*Task details*. Repeat the records. Leave nothing out.

(Data entries)
╔══
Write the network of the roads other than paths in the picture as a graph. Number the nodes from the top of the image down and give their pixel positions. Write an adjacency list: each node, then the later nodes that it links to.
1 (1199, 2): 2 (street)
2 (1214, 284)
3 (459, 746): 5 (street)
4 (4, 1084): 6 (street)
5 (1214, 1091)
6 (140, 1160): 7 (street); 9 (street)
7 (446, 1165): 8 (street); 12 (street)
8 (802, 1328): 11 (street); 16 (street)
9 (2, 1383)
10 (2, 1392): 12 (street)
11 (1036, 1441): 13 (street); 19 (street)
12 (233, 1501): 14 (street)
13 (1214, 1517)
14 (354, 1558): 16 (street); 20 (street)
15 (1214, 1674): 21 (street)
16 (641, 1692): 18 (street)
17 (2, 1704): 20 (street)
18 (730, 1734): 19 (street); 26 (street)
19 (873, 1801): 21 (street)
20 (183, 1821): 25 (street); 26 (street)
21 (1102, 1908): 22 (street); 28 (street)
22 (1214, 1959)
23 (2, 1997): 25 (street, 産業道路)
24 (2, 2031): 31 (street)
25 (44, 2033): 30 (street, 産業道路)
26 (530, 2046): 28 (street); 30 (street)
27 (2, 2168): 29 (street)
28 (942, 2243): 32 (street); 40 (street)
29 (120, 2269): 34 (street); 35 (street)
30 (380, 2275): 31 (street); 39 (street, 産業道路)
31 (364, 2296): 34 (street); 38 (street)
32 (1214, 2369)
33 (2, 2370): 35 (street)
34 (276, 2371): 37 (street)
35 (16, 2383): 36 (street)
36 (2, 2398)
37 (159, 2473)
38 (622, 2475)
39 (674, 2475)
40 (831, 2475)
╚══
*Finished exercise*.
Write the network of the roads other than paths in the picture as a graph. Number the nodes from the top of the image down and give their pixel positions. Write an adjacency list: each node, then the later nodes that it links to.
1 (1199, 2): 2 (street)
2 (1214, 284)
3 (459, 746): 5 (street)
4 (4, 1084): 6 (street)
5 (1214, 1091)
6 (140, 1160): 7 (street); 9 (street)
7 (446, 1165): 8 (street); 12 (street)
8 (802, 1328): 11 (street); 16 (street)
9 (2, 1383)
10 (2, 1392): 12 (street)
11 (1036, 1441): 13 (street); 19 (street)
12 (233, 1501): 14 (street)
13 (1214, 1517)
14 (354, 1558): 16 (street); 20 (street)
15 (1214, 1674): 21 (street)
16 (641, 1692): 18 (street)
17 (2, 1704): 20 (street)
18 (730, 1734): 19 (street); 26 (street)
19 (873, 1801): 21 (street)
20 (183, 1821): 25 (street); 26 (street)
21 (1102, 1908): 22 (street); 28 (street)
22 (1214, 1959)
23 (2, 1997): 25 (street, 産業道路)
24 (2, 2031): 31 (street)
25 (44, 2033): 30 (street, 産業道路)
26 (530, 2046): 28 (street); 30 (street)
27 (2, 2168): 29 (street)
28 (942, 2243): 32 (street); 40 (street)
29 (120, 2269): 34 (street); 35 (street)
30 (380, 2275): 31 (street); 39 (street, 産業道路)
31 (364, 2296): 34 (street); 38 (street)
32 (1214, 2369)
33 (2, 2370): 35 (street)
34 (276, 2371): 37 (street)
35 (16, 2383): 36 (street)
36 (2, 2398)
37 (159, 2473)
38 (622, 2475)
39 (674, 2475)
40 (831, 2475)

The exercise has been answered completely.